Thou still unravished bride of quietness!
Thou foster-child of Silence and slow Time,
Sylvan historian, who canst thus express
A flowery tale more sweetly than our rhyme;
What leaf-fringed legend haunts about thy shape
Of deities or mortals, or of both,
In Tempe or the dales of Arcady?
What men or gods are these? What maidens loath?
What mad pursuit? What struggle to escape?
What pipes and timbrels? What wild ecstasy?
Heard melodies are sweet; but those unheard
Are sweeter; therefore, ye soft pipes, play on;
Not to the sensual ear, but, more endeared,
Pipe to the spirit ditties of no tone:
Fair youth beneath the trees, thou canst not leave
Thy song, nor ever can those trees be bare;
Bold lover, never, never canst thou kiss,
Though winning near the goal—yet do not grieve:
She cannot fade though thou hast not thy bliss,
Forever wilt thou love, and she be fair!
Ah, happy, happy boughs! that cannot shed
Your leaves, nor ever bid the Spring adieu;
And happy melodist, unwearied
Forever piping songs forever new;
More happy love! more happy, happy love!
Forever warm and still to be enjoyed,
Forever panting and forever young;
All breathing human passion far above,
That leaves a heart high sorrowful and cloyed,
A burning forehead, and a parching tongue.
Who are these coming to the sacrifice?
To what green altar, O mysterious priest,
Lead'st thou that heifer lowing at the skies,
And all her silken flanks with garlands drest?
What little town by river or sea-shore,
Or mountain built with peaceful citadel,
Is emptied of its folk this pious morn?
Ah! little town, thy streets forever more
Will silent be; and not a soul to tell
Why thou art desolate can e'er return.
O Attic shape! Fair attitude! with brede
Of marble men and maidens overwrought,
With forest branches and the trodden weed;
Thou, silent form, dost tease us out of thought
As doth eternity: Cold Pastoral!
When old age shall this generation waste,
Thou shalt remain, in midst of other woe
Than ours, a friend to man, to whom thou say'st,
"Beauty is truth, truth beauty"—that is all
Ye know on earth, and all ye need to know.
MADELINE.
[From The Eve of St. Agnes.]
Out went the taper as she hurried in;
Its little smoke in pallid moonshine died;
She closed the door, she panted, all akin
To spirits of the air and visions wide;
No uttered syllable, or, woe betide!
But to her heart her heart was voluble,
Paining with eloquence her balmy side;
As though a tongueless nightingale should swell
Her throat in vain, and die, heart-stifled in her dell.
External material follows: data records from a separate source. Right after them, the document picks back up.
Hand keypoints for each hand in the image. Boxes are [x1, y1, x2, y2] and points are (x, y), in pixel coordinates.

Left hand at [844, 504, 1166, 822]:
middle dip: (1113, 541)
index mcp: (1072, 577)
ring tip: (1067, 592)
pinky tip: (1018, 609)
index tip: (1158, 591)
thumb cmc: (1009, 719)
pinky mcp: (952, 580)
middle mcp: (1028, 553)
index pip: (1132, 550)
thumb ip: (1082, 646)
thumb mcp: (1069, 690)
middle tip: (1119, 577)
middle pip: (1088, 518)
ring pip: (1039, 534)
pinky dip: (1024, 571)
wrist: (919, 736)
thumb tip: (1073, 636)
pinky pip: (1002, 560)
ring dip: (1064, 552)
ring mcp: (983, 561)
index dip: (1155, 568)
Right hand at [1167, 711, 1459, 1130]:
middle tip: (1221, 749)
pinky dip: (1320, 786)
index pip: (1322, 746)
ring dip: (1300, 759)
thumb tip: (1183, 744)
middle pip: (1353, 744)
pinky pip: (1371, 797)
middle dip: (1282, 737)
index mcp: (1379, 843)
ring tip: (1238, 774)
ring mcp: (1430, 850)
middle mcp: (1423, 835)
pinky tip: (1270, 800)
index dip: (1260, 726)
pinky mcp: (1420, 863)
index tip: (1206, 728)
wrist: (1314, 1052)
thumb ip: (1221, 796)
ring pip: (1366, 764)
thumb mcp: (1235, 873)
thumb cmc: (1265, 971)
A casement high and triple-arched there was,
All garlanded with carven imageries
Of fruits and flowers and bunches of knot-grass,
And diamonded with panes of quaint device,
Innumerable of stains and splendid dyes
As are the tiger-moth's deep-damasked wings;
And in the midst, 'mong thousand heraldries,
And twilight saints, and dim emblazonings,
A shielded scutcheon blushed with blood of queens and kings.
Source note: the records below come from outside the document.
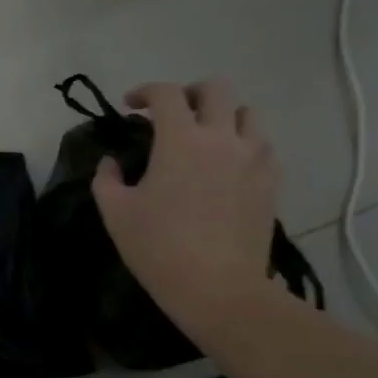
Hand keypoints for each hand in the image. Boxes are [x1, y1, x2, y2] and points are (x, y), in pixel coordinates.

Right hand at [92, 79, 280, 336]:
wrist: (217, 287)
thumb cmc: (158, 247)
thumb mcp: (115, 213)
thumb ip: (106, 179)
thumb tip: (111, 162)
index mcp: (180, 140)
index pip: (166, 94)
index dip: (145, 91)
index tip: (130, 105)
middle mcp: (221, 138)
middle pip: (216, 89)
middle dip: (190, 93)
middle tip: (172, 113)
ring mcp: (253, 159)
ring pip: (247, 114)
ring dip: (223, 116)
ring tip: (205, 137)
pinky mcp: (270, 182)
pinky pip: (262, 146)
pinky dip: (244, 144)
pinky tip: (228, 166)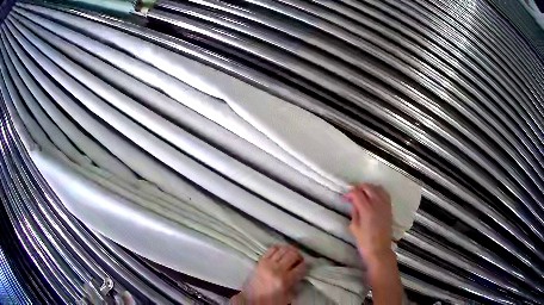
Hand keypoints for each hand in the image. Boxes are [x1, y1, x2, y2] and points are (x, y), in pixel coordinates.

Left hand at [231, 245, 305, 304]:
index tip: (306, 267)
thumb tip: (301, 275)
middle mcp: (277, 269)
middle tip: (299, 260)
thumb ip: (296, 284)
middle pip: (293, 254)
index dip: (306, 266)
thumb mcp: (288, 296)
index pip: (301, 267)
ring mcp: (268, 264)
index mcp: (285, 280)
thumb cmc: (270, 300)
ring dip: (290, 251)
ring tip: (291, 255)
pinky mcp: (261, 261)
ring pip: (283, 249)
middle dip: (299, 256)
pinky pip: (272, 249)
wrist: (251, 299)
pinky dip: (279, 249)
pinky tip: (281, 253)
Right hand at [345, 184, 392, 265]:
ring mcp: (385, 205)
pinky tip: (374, 196)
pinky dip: (378, 191)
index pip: (357, 193)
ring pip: (377, 188)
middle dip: (359, 188)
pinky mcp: (389, 208)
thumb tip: (354, 202)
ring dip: (369, 188)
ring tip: (363, 194)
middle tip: (353, 195)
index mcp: (367, 210)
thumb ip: (355, 212)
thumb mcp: (354, 227)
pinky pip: (385, 193)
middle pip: (368, 187)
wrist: (379, 249)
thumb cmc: (364, 241)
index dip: (350, 193)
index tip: (345, 198)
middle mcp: (377, 204)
Full on this casement shone the wintry moon,
And threw warm gules on Madeline's fair breast
As down she knelt for heaven's grace and boon;
Rose-bloom fell on her hands, together pressed,
And on her silver cross soft amethyst,
And on her hair a glory, like a saint:
She seemed a splendid angel, newly dressed,
Save wings, for heaven: Porphyro grew faint:
She knelt, so pure a thing, so free from mortal taint.